**Source material**

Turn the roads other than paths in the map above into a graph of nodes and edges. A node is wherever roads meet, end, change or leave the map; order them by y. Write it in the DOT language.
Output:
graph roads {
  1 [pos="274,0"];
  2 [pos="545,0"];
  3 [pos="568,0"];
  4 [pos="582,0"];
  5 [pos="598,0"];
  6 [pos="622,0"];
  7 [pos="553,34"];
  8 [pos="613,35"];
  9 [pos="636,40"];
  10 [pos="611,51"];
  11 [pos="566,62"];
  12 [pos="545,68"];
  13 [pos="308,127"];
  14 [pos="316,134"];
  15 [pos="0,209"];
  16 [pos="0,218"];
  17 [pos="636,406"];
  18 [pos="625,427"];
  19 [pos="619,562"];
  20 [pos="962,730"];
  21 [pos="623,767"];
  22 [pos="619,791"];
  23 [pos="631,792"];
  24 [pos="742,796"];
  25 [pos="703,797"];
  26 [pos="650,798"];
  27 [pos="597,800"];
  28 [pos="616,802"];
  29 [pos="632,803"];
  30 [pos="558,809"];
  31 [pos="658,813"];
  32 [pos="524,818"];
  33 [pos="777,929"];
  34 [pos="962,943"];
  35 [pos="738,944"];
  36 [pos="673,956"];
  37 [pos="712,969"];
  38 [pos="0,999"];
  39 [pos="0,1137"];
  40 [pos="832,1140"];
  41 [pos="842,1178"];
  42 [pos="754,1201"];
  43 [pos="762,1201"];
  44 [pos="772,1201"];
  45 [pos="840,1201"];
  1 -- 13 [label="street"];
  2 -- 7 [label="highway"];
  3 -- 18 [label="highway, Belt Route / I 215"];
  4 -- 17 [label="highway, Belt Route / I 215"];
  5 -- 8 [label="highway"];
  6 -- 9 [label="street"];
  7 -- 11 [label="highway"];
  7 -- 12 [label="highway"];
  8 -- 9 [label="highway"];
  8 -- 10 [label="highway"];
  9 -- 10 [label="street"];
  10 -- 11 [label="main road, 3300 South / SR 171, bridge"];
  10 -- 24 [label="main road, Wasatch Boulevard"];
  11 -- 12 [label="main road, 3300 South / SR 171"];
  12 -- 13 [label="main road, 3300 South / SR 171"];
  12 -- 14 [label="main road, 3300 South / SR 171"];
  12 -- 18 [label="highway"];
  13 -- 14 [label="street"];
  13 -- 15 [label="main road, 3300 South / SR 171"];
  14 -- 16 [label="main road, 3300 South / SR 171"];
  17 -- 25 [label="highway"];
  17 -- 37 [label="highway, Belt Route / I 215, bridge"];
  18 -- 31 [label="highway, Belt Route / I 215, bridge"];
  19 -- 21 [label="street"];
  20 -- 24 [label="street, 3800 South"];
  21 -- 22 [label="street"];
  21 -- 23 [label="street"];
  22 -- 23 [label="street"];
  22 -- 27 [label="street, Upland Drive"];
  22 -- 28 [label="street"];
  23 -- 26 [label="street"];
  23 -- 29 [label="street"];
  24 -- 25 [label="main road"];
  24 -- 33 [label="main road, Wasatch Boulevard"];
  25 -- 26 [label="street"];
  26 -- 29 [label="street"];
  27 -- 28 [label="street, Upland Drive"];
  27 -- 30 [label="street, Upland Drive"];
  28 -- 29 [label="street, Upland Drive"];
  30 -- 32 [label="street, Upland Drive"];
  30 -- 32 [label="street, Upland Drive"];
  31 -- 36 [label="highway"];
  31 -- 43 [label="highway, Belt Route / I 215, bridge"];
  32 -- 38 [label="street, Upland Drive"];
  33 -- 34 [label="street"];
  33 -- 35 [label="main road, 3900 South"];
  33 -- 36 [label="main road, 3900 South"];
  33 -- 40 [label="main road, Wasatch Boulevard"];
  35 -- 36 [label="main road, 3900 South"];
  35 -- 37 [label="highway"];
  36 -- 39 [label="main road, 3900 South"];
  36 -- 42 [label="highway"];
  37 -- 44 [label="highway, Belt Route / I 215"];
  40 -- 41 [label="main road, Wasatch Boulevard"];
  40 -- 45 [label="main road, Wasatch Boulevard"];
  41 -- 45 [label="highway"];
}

**The task**
Check each line of the material for the word "Boulevard". State how many have it, and write nothing else.

**Final answer**
5